:: Recorded data ::

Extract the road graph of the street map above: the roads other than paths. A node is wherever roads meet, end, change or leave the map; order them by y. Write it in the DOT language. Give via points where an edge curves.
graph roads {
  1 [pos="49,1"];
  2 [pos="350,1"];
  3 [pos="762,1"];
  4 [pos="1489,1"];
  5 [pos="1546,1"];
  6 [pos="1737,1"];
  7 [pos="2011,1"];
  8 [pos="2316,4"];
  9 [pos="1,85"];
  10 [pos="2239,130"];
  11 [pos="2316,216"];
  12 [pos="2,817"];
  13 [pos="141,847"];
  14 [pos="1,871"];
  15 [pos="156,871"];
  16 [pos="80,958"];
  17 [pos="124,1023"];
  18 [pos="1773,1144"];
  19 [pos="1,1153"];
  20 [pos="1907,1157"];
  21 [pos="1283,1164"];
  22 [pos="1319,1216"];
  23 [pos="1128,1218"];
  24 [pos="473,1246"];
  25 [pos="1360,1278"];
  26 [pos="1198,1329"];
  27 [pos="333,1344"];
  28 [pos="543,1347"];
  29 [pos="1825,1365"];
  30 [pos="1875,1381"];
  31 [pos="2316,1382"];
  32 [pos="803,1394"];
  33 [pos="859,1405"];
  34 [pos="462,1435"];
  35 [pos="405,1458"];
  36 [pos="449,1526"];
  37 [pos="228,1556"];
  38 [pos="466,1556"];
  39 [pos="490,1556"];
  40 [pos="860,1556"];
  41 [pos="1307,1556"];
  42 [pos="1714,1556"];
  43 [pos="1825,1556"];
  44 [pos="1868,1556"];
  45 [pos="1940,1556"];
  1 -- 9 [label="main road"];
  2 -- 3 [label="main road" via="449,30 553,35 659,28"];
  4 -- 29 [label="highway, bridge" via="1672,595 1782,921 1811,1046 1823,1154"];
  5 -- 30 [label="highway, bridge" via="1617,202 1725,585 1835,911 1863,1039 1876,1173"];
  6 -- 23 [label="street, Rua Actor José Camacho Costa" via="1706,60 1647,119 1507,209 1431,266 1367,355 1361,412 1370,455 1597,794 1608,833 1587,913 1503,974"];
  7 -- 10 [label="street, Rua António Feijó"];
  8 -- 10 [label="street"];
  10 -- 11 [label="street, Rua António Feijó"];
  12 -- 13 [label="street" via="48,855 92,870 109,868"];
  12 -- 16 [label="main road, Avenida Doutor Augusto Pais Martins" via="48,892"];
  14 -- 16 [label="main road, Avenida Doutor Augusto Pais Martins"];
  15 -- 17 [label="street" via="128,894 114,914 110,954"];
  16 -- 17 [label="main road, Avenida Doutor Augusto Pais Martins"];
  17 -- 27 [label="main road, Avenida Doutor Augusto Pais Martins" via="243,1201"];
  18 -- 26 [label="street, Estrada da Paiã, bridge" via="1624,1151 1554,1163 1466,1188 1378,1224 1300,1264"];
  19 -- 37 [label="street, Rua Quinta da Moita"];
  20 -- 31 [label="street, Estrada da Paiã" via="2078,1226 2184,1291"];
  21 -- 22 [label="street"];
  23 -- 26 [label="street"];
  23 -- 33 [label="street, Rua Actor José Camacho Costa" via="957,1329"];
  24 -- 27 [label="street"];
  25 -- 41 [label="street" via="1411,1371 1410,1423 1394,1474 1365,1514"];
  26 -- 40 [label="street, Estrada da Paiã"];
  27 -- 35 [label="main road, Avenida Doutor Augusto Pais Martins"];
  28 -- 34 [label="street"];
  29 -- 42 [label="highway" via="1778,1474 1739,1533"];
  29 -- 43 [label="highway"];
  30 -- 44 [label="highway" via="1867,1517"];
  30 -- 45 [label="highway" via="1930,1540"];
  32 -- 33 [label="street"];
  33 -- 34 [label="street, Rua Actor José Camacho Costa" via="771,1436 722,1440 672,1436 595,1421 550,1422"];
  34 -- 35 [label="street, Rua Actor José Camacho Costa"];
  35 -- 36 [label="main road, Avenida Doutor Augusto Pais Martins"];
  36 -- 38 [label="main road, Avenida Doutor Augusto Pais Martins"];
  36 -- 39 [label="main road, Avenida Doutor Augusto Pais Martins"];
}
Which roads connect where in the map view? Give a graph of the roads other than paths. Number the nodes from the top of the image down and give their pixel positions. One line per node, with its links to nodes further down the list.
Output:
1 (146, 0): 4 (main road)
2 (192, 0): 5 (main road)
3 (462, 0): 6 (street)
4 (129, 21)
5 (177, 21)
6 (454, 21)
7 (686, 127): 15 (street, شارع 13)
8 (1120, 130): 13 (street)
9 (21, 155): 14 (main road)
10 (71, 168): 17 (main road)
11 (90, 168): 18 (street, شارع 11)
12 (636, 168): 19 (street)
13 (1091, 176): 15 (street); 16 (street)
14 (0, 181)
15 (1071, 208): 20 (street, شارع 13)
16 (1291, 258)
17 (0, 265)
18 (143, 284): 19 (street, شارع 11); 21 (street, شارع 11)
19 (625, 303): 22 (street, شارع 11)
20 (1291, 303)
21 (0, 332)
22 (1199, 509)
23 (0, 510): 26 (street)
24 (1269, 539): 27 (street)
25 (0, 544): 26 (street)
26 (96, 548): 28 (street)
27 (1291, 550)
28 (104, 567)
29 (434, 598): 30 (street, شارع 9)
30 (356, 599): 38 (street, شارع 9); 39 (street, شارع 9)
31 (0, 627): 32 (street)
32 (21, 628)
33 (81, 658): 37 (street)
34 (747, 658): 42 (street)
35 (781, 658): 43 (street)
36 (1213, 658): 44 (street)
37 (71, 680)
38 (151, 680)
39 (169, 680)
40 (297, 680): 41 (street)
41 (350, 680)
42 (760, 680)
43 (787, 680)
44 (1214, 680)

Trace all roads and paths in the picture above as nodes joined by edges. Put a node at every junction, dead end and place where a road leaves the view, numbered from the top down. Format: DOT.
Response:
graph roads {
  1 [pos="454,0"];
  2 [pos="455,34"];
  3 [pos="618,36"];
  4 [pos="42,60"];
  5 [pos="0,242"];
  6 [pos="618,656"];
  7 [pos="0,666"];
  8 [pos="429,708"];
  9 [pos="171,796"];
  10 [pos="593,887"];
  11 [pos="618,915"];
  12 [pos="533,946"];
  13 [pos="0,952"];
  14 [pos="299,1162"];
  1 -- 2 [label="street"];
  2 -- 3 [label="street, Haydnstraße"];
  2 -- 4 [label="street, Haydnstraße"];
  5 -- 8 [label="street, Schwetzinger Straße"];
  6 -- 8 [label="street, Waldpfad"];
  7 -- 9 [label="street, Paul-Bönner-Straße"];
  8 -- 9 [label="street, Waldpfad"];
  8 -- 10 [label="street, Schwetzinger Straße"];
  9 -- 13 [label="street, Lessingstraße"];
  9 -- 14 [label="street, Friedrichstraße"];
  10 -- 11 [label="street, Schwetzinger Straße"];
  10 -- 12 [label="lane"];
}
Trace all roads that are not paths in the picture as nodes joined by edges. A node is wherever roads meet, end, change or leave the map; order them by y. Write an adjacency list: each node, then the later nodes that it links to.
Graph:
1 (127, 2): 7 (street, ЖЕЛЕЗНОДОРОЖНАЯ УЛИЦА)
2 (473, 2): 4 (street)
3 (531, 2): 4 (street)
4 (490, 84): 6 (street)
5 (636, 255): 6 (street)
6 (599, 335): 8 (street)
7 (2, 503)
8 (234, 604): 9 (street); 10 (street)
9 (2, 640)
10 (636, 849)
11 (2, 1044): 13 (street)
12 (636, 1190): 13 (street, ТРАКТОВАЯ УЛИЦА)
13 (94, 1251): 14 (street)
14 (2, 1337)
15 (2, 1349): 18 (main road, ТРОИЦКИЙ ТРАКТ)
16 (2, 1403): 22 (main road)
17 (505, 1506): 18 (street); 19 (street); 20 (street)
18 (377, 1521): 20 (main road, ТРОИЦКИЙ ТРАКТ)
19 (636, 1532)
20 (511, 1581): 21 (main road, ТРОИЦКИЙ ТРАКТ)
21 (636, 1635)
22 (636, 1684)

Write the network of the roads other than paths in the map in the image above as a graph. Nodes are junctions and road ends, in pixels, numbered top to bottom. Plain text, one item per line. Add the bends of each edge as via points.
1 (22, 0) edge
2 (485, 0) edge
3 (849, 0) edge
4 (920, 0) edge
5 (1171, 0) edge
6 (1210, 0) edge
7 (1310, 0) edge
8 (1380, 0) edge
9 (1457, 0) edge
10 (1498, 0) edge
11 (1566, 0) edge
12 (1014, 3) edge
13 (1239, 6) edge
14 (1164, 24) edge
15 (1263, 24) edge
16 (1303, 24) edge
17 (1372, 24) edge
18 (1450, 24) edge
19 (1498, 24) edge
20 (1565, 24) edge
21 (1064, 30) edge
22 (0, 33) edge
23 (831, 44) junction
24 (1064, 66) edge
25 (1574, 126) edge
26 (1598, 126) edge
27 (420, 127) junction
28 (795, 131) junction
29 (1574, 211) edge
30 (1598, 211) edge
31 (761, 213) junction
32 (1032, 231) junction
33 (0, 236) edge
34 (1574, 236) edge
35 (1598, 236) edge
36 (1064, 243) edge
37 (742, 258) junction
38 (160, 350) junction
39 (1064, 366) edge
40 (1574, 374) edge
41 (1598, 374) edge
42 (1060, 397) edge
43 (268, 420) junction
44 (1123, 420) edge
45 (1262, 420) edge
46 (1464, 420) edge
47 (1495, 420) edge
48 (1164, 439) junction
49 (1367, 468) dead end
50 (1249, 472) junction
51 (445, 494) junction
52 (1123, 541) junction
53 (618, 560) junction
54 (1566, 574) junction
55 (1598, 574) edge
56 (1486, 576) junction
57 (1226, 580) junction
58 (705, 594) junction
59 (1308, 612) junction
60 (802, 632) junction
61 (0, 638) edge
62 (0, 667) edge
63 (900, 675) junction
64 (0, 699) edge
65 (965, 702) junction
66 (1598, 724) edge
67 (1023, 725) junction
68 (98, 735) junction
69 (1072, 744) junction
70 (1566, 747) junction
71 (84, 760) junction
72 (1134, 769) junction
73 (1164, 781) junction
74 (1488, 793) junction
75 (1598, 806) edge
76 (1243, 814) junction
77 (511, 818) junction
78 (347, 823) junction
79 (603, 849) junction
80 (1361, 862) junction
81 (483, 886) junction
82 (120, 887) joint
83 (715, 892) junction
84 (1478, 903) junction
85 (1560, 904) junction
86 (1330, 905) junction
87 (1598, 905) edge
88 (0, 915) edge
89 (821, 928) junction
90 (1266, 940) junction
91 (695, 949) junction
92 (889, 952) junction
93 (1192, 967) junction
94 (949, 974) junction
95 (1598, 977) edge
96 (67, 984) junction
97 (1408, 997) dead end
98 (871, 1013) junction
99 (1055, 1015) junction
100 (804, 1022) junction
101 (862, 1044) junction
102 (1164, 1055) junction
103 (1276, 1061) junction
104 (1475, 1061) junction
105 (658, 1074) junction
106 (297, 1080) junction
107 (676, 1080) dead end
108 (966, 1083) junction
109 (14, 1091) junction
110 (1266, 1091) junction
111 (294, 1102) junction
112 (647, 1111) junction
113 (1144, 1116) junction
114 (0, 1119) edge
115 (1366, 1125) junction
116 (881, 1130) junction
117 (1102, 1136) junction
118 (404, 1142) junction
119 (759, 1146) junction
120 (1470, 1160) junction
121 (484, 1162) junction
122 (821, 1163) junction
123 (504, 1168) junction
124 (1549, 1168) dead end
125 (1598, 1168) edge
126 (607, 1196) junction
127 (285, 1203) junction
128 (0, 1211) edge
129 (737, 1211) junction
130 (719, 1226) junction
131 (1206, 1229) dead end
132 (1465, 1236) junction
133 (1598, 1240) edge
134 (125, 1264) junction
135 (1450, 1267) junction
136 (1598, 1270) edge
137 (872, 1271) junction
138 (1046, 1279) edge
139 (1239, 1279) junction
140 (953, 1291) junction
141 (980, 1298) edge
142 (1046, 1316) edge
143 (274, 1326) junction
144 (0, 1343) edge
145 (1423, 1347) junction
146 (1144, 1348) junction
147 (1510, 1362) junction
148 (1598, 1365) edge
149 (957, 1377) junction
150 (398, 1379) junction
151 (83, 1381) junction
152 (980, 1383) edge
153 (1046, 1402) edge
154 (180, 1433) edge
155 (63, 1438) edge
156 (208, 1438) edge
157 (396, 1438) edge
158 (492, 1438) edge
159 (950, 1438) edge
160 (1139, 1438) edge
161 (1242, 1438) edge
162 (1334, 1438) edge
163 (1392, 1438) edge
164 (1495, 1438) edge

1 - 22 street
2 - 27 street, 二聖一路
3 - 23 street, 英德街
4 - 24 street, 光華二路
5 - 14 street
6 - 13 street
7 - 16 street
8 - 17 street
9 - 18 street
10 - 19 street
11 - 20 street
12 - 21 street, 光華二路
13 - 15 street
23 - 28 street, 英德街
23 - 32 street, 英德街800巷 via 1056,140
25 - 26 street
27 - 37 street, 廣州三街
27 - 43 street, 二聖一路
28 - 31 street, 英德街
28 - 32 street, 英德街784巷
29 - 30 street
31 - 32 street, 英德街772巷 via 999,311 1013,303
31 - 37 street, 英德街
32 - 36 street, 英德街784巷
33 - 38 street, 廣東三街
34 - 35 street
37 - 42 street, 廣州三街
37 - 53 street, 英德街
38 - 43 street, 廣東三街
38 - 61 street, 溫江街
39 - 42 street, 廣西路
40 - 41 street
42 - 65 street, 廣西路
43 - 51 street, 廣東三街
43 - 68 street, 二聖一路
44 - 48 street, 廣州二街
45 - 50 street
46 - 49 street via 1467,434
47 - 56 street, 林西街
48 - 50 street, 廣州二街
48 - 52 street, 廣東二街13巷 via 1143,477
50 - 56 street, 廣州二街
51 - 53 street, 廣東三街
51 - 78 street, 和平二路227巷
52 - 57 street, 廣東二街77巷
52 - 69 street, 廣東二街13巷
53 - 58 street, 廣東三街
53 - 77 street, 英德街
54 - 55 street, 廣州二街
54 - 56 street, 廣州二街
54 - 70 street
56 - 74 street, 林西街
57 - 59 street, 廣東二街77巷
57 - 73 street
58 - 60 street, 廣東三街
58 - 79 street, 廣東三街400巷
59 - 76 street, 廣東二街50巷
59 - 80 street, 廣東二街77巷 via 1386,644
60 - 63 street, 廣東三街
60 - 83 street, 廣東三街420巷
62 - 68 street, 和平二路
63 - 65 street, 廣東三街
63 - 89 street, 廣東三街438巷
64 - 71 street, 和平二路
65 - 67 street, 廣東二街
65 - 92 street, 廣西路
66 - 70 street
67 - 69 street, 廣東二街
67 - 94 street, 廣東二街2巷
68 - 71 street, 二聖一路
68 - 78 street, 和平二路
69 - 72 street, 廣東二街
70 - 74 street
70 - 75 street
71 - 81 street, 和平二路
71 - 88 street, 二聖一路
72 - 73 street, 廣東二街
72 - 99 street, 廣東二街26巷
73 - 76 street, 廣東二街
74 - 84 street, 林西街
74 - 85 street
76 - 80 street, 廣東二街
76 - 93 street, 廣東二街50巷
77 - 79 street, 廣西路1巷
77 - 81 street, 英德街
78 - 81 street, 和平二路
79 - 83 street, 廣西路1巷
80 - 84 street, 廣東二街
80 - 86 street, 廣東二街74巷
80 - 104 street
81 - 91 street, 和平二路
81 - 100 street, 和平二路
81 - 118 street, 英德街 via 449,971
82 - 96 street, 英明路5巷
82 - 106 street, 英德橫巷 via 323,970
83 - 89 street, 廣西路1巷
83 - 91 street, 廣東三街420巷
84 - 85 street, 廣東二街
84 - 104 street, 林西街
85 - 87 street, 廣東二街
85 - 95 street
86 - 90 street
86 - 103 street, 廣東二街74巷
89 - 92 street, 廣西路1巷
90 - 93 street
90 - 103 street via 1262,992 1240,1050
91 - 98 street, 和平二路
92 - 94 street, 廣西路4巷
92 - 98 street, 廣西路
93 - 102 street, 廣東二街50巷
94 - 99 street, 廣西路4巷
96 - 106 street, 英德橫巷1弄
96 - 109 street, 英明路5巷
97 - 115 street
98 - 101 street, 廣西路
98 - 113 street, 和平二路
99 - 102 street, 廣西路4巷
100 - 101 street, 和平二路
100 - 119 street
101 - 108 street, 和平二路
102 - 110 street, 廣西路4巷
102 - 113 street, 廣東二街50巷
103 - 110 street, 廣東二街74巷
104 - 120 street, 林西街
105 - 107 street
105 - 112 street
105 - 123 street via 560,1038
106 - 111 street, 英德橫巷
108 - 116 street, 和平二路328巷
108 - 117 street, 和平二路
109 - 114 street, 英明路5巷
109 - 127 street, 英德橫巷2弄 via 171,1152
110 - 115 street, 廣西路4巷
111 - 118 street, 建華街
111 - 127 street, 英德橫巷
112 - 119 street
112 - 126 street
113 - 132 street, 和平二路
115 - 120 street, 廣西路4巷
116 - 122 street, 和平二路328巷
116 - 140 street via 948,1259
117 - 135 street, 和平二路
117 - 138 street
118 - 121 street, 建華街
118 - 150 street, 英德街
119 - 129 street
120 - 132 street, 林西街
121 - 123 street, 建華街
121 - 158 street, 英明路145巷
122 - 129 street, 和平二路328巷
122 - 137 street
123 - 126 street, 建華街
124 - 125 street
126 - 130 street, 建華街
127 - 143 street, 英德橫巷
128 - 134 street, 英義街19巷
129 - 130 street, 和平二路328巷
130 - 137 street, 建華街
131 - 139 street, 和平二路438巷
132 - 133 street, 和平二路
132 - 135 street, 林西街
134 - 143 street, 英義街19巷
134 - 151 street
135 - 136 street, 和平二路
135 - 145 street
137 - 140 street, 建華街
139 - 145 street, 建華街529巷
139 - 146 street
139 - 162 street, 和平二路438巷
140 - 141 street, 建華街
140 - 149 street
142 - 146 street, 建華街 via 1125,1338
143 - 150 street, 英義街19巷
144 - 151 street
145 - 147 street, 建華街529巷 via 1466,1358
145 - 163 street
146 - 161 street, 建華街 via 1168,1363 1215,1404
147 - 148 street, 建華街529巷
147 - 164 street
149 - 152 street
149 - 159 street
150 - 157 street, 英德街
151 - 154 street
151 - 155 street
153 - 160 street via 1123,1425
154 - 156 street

:: Work request ::
Select every line above that contains the word "Doutor", and copy it.

:: Solution below ::
  12 -- 16 [label="main road, Avenida Doutor Augusto Pais Martins" via="48,892"];
  14 -- 16 [label="main road, Avenida Doutor Augusto Pais Martins"];
  16 -- 17 [label="main road, Avenida Doutor Augusto Pais Martins"];
  17 -- 27 [label="main road, Avenida Doutor Augusto Pais Martins" via="243,1201"];
  27 -- 35 [label="main road, Avenida Doutor Augusto Pais Martins"];
  35 -- 36 [label="main road, Avenida Doutor Augusto Pais Martins"];
  36 -- 38 [label="main road, Avenida Doutor Augusto Pais Martins"];
  36 -- 39 [label="main road, Avenida Doutor Augusto Pais Martins"];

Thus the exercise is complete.